**Task details:** Print all the entries exactly.

**Records:**
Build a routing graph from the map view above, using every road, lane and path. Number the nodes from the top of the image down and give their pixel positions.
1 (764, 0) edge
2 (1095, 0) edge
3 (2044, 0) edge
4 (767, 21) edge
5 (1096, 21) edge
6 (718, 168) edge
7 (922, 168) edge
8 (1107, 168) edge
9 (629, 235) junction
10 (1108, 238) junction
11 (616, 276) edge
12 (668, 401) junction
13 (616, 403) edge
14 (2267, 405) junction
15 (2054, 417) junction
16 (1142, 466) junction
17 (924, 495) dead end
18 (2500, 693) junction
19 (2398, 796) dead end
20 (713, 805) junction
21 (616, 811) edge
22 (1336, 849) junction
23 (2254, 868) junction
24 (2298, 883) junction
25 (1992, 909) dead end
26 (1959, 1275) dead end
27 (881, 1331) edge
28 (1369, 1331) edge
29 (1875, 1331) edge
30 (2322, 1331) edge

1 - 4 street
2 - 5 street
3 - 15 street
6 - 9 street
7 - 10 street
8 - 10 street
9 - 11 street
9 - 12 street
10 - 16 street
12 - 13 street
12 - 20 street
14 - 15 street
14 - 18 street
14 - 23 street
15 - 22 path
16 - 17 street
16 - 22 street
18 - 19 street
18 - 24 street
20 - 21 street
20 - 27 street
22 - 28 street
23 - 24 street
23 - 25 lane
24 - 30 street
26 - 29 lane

**Response for this exercise:**
Build a routing graph from the map view above, using every road, lane and path. Number the nodes from the top of the image down and give their pixel positions.
1 (764, 0) edge
2 (1095, 0) edge
3 (2044, 0) edge
4 (767, 21) edge
5 (1096, 21) edge
6 (718, 168) edge
7 (922, 168) edge
8 (1107, 168) edge
9 (629, 235) junction
10 (1108, 238) junction
11 (616, 276) edge
12 (668, 401) junction
13 (616, 403) edge
14 (2267, 405) junction
15 (2054, 417) junction
16 (1142, 466) junction
17 (924, 495) dead end
18 (2500, 693) junction
19 (2398, 796) dead end
20 (713, 805) junction
21 (616, 811) edge
22 (1336, 849) junction
23 (2254, 868) junction
24 (2298, 883) junction
25 (1992, 909) dead end
26 (1959, 1275) dead end
27 (881, 1331) edge
28 (1369, 1331) edge
29 (1875, 1331) edge
30 (2322, 1331) edge

1 - 4 street
2 - 5 street
3 - 15 street
6 - 9 street
7 - 10 street
8 - 10 street
9 - 11 street
9 - 12 street
10 - 16 street
12 - 13 street
12 - 20 street
14 - 15 street
14 - 18 street
14 - 23 street
15 - 22 path
16 - 17 street
16 - 22 street
18 - 19 street
18 - 24 street
20 - 21 street
20 - 27 street
22 - 28 street
23 - 24 street
23 - 25 lane
24 - 30 street
26 - 29 lane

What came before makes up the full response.